### [Problem requirements]
Match the string "Amadio" against each line below, and copy every line that matches.

### [Input material]
◆ ◆ ◆ ◆ ◆

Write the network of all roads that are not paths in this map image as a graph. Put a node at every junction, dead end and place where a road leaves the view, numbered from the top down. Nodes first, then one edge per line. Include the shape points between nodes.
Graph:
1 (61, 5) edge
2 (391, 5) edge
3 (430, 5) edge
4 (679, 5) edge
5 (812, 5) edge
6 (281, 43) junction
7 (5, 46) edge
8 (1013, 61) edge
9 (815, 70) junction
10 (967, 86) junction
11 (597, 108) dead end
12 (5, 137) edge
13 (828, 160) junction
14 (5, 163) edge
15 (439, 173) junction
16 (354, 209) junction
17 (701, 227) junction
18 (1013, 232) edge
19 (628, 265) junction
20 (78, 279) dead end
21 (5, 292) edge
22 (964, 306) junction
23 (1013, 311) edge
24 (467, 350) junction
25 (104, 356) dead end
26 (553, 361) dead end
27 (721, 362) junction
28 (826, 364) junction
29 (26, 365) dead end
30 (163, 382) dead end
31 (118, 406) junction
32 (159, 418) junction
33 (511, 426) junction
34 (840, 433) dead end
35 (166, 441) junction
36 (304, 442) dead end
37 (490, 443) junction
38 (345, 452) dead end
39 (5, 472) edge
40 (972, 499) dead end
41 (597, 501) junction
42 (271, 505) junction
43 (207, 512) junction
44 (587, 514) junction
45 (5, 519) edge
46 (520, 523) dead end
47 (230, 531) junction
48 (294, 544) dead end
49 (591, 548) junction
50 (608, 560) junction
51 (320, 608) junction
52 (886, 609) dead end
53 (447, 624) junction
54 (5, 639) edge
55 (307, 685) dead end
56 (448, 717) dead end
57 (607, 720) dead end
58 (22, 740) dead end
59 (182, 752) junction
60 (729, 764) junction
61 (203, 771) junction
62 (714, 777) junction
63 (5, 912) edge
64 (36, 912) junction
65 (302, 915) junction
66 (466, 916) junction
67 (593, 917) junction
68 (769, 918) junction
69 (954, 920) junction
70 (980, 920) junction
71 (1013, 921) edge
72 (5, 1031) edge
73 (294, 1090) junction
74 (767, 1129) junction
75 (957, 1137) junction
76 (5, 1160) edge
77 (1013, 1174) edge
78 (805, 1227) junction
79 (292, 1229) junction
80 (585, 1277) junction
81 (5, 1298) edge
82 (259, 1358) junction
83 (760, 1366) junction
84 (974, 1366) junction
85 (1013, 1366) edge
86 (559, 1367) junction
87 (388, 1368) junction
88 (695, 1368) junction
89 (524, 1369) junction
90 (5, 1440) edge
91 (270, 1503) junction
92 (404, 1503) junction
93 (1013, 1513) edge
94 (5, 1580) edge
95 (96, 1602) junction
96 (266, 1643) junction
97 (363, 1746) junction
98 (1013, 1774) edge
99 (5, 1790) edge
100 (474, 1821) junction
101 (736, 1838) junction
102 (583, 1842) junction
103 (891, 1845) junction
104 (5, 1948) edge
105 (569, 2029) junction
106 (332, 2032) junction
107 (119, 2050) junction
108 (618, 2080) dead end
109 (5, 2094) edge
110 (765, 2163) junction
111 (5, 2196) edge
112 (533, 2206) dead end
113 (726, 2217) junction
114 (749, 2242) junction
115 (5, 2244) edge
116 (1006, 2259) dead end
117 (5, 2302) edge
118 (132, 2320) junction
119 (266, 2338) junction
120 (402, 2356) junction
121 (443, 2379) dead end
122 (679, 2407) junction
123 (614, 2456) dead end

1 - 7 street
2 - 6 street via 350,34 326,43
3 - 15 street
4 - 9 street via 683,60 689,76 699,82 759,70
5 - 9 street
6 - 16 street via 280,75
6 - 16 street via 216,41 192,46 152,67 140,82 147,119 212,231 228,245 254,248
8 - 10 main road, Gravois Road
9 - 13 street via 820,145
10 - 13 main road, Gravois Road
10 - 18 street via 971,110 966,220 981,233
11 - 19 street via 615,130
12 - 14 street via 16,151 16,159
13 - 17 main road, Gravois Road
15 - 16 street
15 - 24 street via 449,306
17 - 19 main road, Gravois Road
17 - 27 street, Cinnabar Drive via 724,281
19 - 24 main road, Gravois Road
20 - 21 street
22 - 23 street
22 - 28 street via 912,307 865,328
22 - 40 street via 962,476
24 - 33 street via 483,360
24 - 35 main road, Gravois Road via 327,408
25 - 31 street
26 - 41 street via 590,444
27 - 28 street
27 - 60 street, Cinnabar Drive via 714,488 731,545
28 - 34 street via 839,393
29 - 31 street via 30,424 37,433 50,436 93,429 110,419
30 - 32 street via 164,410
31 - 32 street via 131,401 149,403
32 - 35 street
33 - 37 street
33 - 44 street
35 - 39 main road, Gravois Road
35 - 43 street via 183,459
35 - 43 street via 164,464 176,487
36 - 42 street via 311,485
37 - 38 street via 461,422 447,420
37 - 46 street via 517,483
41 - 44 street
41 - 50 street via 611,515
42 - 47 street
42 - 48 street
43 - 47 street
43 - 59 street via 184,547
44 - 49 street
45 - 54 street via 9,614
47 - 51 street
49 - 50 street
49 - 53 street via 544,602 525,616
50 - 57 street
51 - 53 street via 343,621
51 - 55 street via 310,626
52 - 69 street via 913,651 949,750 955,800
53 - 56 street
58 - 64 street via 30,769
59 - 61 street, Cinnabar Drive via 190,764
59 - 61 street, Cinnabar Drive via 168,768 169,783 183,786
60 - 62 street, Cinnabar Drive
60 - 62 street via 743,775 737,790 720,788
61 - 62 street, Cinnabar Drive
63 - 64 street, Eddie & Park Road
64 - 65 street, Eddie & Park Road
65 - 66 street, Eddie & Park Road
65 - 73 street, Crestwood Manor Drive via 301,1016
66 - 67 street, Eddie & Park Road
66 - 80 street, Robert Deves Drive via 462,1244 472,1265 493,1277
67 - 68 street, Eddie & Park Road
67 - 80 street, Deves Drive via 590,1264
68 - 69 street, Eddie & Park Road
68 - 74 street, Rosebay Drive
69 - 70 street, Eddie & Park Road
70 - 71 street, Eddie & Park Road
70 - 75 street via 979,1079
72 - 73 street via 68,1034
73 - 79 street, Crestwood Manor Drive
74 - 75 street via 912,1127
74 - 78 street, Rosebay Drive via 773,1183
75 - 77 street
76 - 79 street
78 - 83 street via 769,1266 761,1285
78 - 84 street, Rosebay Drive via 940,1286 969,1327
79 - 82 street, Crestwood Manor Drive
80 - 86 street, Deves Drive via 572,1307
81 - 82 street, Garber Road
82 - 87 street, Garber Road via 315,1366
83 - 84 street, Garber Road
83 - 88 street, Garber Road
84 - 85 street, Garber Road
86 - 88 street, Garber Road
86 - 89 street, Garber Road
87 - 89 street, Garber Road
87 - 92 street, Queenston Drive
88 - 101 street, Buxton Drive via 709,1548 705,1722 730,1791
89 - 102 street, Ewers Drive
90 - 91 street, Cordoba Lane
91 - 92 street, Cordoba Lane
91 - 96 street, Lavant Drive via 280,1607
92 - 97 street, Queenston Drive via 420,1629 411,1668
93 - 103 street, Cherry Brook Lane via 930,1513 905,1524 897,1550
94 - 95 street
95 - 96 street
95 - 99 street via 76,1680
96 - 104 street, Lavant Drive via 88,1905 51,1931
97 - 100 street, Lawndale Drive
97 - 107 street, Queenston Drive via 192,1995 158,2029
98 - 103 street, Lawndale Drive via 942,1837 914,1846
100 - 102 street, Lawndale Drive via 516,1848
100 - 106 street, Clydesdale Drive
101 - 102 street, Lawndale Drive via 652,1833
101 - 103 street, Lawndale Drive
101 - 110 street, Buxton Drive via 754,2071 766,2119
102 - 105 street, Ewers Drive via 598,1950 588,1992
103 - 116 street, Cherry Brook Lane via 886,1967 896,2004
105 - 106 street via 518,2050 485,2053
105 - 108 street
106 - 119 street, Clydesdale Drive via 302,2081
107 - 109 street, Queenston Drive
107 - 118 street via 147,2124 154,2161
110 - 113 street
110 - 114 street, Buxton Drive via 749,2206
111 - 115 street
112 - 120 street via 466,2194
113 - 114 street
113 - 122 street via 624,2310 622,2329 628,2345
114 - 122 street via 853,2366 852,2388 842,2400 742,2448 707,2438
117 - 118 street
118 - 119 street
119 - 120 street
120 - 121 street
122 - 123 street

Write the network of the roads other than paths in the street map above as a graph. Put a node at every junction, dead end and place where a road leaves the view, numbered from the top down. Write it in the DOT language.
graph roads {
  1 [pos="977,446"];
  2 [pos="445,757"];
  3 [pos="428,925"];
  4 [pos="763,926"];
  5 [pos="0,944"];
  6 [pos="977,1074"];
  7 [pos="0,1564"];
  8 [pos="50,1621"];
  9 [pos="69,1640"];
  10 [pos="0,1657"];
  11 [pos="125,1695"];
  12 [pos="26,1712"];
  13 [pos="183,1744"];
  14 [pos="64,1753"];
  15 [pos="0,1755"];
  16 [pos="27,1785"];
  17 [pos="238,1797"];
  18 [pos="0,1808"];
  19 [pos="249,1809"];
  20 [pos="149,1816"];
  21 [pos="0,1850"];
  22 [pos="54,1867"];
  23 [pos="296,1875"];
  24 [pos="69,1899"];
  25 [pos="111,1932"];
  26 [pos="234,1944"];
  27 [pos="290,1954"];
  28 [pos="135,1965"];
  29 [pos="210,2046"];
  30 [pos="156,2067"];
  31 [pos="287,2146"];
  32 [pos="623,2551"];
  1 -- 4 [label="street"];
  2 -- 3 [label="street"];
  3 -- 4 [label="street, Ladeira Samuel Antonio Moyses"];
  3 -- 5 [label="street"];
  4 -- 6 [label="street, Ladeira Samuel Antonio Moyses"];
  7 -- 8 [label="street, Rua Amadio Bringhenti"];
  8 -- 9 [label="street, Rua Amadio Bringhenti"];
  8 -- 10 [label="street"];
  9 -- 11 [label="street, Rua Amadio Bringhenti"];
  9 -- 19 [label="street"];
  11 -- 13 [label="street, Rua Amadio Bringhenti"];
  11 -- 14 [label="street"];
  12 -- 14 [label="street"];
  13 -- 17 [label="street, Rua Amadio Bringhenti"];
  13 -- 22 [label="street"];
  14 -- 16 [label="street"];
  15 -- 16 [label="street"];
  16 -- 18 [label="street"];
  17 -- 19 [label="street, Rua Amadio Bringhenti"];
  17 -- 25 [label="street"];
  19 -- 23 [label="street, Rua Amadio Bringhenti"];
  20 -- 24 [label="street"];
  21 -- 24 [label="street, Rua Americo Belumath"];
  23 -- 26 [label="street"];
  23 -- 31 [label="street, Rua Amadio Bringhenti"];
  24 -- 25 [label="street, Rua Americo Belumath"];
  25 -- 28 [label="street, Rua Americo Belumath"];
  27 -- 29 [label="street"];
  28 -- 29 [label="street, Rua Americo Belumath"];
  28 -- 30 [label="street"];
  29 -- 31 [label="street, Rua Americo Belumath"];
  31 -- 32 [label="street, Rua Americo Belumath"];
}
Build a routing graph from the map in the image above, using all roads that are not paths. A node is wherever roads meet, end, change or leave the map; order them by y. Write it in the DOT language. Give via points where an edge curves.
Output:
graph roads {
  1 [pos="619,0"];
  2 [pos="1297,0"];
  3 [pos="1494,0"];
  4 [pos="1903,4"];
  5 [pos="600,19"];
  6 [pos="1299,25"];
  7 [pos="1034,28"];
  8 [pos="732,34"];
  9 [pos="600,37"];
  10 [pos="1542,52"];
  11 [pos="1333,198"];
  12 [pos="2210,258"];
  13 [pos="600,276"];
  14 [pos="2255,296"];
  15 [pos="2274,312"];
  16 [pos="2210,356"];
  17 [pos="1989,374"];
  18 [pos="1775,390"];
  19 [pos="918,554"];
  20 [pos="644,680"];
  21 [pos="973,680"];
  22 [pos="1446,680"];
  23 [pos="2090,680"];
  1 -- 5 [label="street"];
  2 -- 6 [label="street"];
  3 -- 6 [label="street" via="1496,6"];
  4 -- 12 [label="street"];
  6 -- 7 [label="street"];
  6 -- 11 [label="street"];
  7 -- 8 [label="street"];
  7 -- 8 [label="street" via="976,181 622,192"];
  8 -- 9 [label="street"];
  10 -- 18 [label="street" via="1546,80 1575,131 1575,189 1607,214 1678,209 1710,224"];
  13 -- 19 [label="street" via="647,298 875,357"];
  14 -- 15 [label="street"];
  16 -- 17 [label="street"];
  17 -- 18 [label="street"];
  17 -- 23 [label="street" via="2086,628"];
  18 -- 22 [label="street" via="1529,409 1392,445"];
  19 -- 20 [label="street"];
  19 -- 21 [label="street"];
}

◆ ◆ ◆ ◆ ◆

### [Answer to this task]
  7 -- 8 [label="street, Rua Amadio Bringhenti"];
  8 -- 9 [label="street, Rua Amadio Bringhenti"];
  9 -- 11 [label="street, Rua Amadio Bringhenti"];
  11 -- 13 [label="street, Rua Amadio Bringhenti"];
  13 -- 17 [label="street, Rua Amadio Bringhenti"];
  17 -- 19 [label="street, Rua Amadio Bringhenti"];
  19 -- 23 [label="street, Rua Amadio Bringhenti"];
  23 -- 31 [label="street, Rua Amadio Bringhenti"];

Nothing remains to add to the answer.